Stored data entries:
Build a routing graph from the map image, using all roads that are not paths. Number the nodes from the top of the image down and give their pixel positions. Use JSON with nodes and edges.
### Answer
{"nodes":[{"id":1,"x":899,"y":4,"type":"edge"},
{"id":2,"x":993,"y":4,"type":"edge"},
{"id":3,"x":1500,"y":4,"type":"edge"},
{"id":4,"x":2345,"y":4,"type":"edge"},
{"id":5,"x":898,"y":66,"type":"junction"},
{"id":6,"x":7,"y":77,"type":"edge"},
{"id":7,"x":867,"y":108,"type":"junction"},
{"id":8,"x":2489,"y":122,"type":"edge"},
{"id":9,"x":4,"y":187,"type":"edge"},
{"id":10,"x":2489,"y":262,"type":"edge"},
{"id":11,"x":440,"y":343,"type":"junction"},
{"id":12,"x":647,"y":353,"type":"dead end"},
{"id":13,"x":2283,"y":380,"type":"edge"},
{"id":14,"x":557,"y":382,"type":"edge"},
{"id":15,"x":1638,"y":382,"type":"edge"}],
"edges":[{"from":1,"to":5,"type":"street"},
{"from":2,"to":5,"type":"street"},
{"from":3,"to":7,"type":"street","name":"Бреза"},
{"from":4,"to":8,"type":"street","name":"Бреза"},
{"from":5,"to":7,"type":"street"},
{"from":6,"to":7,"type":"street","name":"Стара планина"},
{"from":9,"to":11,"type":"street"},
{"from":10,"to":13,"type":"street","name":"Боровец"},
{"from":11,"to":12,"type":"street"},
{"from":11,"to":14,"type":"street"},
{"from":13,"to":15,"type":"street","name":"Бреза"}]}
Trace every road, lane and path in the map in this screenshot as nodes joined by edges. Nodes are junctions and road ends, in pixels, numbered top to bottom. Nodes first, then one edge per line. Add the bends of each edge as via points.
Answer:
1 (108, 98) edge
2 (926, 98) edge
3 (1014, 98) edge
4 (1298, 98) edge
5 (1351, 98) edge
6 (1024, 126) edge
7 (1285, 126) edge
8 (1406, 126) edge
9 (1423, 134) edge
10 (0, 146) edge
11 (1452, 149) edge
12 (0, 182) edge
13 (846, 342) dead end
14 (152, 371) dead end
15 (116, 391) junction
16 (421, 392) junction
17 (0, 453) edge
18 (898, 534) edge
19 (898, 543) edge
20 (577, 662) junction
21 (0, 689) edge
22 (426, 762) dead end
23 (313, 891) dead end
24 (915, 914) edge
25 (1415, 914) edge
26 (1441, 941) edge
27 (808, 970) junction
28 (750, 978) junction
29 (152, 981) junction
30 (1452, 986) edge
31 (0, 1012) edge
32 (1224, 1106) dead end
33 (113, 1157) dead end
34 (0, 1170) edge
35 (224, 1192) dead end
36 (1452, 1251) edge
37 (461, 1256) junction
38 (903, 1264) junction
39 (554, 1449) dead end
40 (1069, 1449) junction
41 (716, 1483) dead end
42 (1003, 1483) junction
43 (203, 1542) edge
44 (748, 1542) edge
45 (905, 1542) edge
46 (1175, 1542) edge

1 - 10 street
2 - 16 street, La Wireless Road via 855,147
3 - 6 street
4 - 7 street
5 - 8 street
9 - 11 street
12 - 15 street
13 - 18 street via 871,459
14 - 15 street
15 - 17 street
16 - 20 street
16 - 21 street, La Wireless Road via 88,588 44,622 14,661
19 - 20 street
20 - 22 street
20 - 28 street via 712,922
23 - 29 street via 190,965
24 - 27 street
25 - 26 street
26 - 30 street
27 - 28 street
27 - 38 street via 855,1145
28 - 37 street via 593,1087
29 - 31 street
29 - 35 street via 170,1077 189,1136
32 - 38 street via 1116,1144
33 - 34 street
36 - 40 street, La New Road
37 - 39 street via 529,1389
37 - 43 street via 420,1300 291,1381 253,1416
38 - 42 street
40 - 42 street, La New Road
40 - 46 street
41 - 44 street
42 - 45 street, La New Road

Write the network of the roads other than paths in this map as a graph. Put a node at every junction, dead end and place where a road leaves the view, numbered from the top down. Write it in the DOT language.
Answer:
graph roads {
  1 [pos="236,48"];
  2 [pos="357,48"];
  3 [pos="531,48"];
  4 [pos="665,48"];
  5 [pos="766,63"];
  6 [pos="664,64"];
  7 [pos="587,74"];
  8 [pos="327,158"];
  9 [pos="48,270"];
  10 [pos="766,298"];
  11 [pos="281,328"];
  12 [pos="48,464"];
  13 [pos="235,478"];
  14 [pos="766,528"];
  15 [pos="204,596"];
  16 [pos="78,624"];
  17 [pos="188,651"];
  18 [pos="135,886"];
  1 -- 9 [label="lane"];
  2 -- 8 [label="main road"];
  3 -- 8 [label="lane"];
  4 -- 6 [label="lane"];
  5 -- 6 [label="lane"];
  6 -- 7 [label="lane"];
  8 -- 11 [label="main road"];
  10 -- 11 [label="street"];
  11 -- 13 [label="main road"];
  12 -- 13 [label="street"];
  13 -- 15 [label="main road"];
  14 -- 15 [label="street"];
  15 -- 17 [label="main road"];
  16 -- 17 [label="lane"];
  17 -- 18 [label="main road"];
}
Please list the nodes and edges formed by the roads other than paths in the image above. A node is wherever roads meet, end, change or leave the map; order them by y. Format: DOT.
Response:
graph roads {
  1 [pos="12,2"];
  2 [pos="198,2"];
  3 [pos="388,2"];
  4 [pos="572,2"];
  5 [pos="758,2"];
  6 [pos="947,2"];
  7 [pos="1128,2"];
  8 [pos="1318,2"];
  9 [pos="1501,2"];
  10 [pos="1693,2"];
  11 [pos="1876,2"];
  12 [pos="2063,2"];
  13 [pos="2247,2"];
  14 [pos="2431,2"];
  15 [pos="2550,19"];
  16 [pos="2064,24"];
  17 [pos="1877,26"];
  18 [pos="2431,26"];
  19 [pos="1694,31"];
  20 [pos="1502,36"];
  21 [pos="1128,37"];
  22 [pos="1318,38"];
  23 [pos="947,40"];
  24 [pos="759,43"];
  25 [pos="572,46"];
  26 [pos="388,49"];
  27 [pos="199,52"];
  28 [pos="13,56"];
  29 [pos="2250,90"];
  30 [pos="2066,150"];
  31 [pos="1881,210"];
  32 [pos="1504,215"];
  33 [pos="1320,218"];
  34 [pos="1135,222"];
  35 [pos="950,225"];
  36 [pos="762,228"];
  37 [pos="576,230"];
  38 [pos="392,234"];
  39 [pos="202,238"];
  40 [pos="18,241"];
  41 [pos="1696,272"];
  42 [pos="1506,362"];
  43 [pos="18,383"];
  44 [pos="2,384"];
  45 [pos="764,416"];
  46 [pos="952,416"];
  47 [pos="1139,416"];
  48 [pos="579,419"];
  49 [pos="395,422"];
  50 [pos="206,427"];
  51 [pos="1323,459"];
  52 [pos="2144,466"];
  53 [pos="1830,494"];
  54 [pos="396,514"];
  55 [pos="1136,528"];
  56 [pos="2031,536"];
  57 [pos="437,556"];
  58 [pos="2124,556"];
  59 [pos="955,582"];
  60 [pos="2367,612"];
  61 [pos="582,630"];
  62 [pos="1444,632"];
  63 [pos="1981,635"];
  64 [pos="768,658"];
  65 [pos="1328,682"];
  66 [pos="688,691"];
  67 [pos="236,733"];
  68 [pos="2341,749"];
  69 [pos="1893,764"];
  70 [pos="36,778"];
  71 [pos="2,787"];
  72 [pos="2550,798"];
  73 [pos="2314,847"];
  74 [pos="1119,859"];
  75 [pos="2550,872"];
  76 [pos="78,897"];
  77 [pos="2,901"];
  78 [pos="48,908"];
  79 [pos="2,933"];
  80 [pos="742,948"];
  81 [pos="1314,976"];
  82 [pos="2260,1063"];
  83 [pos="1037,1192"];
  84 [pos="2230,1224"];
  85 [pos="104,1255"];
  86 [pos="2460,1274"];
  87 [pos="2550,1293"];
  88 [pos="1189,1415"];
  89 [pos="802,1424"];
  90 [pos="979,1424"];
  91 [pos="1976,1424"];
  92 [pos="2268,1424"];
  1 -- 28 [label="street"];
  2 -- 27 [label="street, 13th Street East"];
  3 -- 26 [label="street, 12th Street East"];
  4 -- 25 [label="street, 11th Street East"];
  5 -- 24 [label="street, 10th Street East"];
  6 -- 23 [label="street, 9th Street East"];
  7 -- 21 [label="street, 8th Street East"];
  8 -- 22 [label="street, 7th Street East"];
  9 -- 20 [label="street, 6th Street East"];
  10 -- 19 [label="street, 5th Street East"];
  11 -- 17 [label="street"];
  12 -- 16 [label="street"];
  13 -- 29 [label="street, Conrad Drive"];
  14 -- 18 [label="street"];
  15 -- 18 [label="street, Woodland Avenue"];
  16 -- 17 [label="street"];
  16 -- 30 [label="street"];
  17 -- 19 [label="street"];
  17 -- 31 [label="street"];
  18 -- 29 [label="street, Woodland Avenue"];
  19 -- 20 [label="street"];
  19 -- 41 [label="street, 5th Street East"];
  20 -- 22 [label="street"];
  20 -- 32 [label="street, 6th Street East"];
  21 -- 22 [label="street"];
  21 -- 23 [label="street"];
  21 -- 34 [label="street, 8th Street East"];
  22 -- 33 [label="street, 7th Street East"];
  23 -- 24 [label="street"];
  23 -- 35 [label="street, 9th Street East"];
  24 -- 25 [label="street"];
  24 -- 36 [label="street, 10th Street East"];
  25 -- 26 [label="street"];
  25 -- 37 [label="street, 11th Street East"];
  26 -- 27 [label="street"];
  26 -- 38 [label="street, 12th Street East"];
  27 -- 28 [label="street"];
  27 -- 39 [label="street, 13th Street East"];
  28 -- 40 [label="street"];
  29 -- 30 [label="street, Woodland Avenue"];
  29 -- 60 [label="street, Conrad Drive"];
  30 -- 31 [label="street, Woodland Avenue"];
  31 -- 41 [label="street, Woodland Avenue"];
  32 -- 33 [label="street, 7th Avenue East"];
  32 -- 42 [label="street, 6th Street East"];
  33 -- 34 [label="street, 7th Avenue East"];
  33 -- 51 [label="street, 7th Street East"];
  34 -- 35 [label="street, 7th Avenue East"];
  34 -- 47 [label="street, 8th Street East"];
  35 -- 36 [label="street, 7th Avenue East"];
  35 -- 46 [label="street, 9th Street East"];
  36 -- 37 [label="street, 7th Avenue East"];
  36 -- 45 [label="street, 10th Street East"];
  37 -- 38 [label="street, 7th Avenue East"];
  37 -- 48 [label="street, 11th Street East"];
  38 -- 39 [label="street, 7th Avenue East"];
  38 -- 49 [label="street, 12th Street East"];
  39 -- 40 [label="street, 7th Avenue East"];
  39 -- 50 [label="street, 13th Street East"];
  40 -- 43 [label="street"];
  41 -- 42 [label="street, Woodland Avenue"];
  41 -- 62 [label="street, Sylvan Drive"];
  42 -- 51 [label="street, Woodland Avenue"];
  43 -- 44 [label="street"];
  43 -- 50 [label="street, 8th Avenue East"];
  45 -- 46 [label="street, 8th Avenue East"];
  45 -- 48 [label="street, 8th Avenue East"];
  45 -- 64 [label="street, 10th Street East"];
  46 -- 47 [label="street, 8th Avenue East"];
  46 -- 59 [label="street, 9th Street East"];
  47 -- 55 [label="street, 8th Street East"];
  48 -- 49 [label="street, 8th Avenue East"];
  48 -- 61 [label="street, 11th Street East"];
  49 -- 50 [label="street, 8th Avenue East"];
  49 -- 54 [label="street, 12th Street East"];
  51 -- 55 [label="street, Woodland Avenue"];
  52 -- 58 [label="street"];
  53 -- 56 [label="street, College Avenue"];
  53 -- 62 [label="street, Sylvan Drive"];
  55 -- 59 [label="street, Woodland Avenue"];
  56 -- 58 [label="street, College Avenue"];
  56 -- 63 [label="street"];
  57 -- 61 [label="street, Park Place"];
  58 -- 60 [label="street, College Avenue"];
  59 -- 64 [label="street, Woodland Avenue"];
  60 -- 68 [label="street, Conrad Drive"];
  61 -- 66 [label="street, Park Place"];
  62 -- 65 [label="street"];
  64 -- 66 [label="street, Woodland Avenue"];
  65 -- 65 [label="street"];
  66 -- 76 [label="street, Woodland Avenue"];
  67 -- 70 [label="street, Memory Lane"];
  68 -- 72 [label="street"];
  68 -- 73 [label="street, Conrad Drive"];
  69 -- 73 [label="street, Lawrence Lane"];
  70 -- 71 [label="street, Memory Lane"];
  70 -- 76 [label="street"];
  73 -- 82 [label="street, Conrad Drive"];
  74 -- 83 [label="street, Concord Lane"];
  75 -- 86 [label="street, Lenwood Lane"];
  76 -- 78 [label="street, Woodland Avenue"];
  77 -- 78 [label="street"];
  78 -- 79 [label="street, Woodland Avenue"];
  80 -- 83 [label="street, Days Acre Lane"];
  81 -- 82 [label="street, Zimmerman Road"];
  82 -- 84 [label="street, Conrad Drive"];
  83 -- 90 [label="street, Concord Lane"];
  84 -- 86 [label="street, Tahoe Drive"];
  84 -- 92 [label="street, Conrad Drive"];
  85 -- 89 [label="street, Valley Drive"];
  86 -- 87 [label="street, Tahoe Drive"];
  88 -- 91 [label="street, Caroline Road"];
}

WHAT YOU HAVE TO DO
Pull out all lines from the entries above that include the word "graph".

RESPONSE BELOW
Build a routing graph from the map image, using all roads that are not paths. Number the nodes from the top of the image down and give their pixel positions. Use JSON with nodes and edges.
Write the network of the roads other than paths in this map as a graph. Put a node at every junction, dead end and place where a road leaves the view, numbered from the top down. Write it in the DOT language.
graph roads {
graph roads {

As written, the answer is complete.